Information supplied –
^^^^^^^^

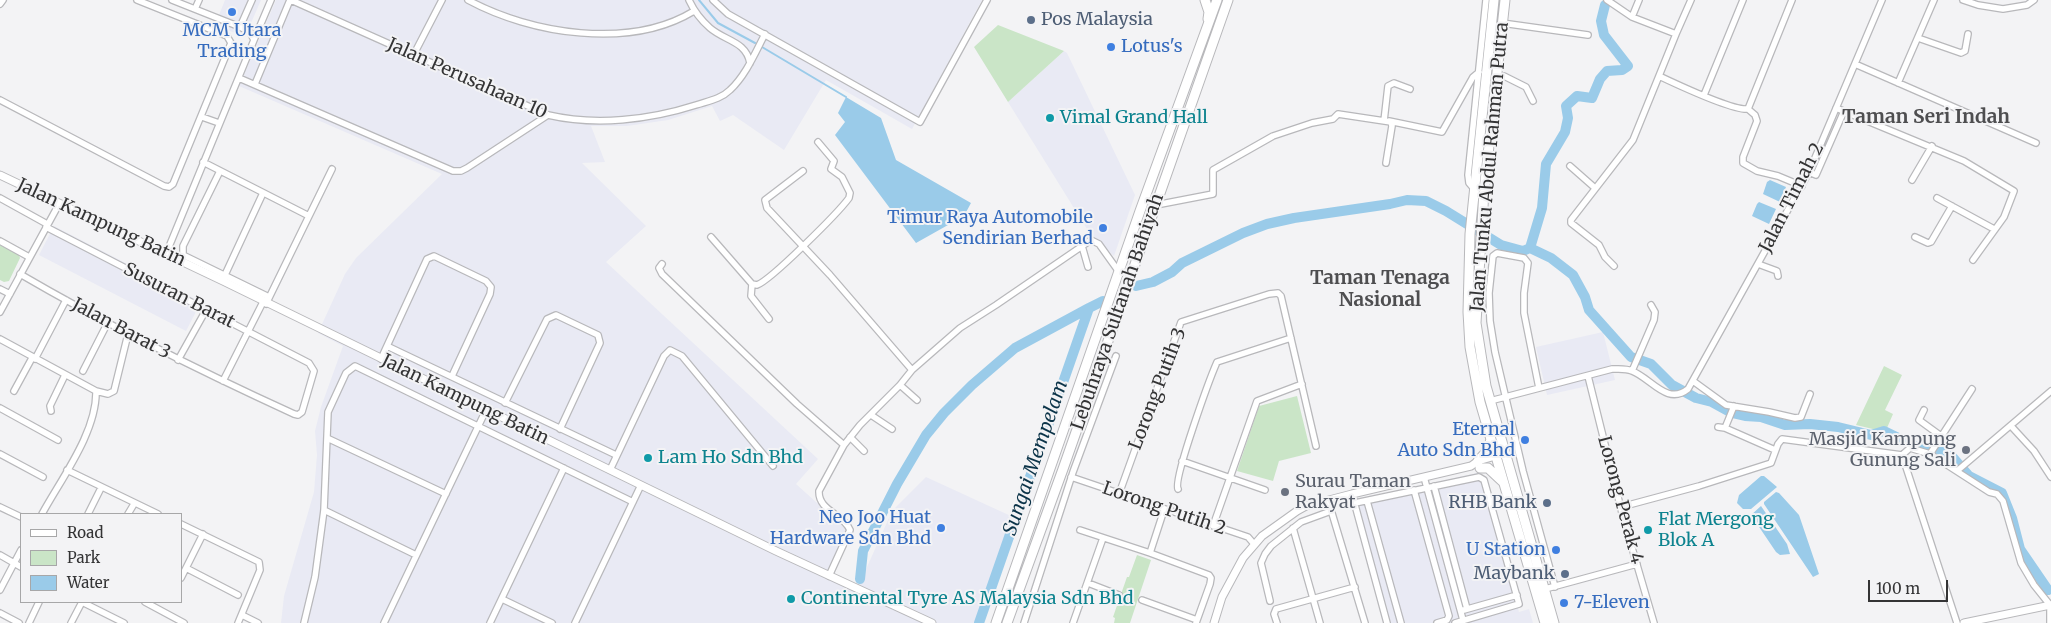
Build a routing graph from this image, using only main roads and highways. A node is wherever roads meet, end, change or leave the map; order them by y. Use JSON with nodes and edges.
{"nodes":[{"id":1,"x":1205,"y":0,"type":"edge"},
{"id":2,"x":1494,"y":0,"type":"edge"},
{"id":3,"x":1505,"y":0,"type":"edge"},
{"id":4,"x":1223,"y":1,"type":"edge"},
{"id":5,"x":1206,"y":29,"type":"junction"},
{"id":6,"x":1065,"y":424,"type":"junction"},
{"id":7,"x":1077,"y":429,"type":"junction"},
{"id":8,"x":1491,"y":438,"type":"junction"},
{"id":9,"x":1502,"y":458,"type":"junction"},
{"id":10,"x":1506,"y":486,"type":"junction"},
{"id":11,"x":996,"y":623,"type":"edge"},
{"id":12,"x":1007,"y":623,"type":"edge"},
{"id":13,"x":1545,"y":623,"type":"edge"},
{"id":14,"x":1554,"y":623,"type":"edge"}],
"edges":[{"from":1,"to":5,"type":"main road"},
{"from":2,"to":8,"type":"main road","name":"Jalan Tunku Abdul Rahman Putra"},
{"from":3,"to":9,"type":"main road","name":"Jalan Tunku Abdul Rahman Putra"},
{"from":4,"to":5,"type":"main road","name":"Lebuhraya Sultanah Bahiyah"},
{"from":4,"to":7,"type":"main road","name":"Lebuhraya Sultanah Bahiyah"},
{"from":5,"to":6,"type":"main road","name":"Lebuhraya Sultanah Bahiyah"},
{"from":6,"to":7,"type":"main road"},
{"from":6,"to":11,"type":"main road","name":"Lebuhraya Sultanah Bahiyah"},
{"from":7,"to":12,"type":"main road","name":"Lebuhraya Sultanah Bahiyah"},
{"from":8,"to":9,"type":"main road","name":"Jalan Tunku Abdul Rahman Putra"},
{"from":8,"to":10,"type":"main road"},
{"from":9,"to":10,"type":"main road","name":"Jalan Tunku Abdul Rahman Putra"},
{"from":9,"to":14,"type":"main road","name":"Jalan Tunku Abdul Rahman Putra"},
{"from":10,"to":13,"type":"main road","name":"Jalan Tunku Abdul Rahman Putra"}]}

^^^^^^^^

Task – The reply should consist of a single number: how many lines in the listing contain the word "junction".

Task solution – 6